[ASSIGNMENT]
Type out each entry exactly.
━━━ LISTED ENTRIES ━━━
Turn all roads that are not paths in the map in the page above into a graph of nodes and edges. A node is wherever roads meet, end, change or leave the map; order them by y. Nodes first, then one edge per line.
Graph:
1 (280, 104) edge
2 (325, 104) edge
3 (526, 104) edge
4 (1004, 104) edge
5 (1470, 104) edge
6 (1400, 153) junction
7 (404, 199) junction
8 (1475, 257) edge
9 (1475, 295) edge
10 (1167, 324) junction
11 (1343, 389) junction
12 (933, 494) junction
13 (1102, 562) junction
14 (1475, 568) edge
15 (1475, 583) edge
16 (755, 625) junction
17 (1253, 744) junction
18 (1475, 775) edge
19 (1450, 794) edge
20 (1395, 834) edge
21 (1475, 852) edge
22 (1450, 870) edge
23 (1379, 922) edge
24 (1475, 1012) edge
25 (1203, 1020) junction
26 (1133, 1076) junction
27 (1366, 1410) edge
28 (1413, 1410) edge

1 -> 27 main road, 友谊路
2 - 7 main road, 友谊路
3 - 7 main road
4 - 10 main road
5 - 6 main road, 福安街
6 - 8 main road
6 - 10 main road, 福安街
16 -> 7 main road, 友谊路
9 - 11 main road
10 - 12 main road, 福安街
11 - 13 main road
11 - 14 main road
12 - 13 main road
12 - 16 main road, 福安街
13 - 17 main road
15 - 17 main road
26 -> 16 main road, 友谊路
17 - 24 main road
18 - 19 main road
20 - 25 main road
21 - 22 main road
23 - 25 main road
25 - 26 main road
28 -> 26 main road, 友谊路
━━━
[ANSWER TO THE PROBLEM]
Turn all roads that are not paths in the map in the page above into a graph of nodes and edges. A node is wherever roads meet, end, change or leave the map; order them by y. Nodes first, then one edge per line.
Graph:
1 (280, 104) edge
2 (325, 104) edge
3 (526, 104) edge
4 (1004, 104) edge
5 (1470, 104) edge
6 (1400, 153) junction
7 (404, 199) junction
8 (1475, 257) edge
9 (1475, 295) edge
10 (1167, 324) junction
11 (1343, 389) junction
12 (933, 494) junction
13 (1102, 562) junction
14 (1475, 568) edge
15 (1475, 583) edge
16 (755, 625) junction
17 (1253, 744) junction
18 (1475, 775) edge
19 (1450, 794) edge
20 (1395, 834) edge
21 (1475, 852) edge
22 (1450, 870) edge
23 (1379, 922) edge
24 (1475, 1012) edge
25 (1203, 1020) junction
26 (1133, 1076) junction
27 (1366, 1410) edge
28 (1413, 1410) edge

1 -> 27 main road, 友谊路
2 - 7 main road, 友谊路
3 - 7 main road
4 - 10 main road
5 - 6 main road, 福安街
6 - 8 main road
6 - 10 main road, 福安街
16 -> 7 main road, 友谊路
9 - 11 main road
10 - 12 main road, 福安街
11 - 13 main road
11 - 14 main road
12 - 13 main road
12 - 16 main road, 福安街
13 - 17 main road
15 - 17 main road
26 -> 16 main road, 友谊路
17 - 24 main road
18 - 19 main road
20 - 25 main road
21 - 22 main road
23 - 25 main road
25 - 26 main road
28 -> 26 main road, 友谊路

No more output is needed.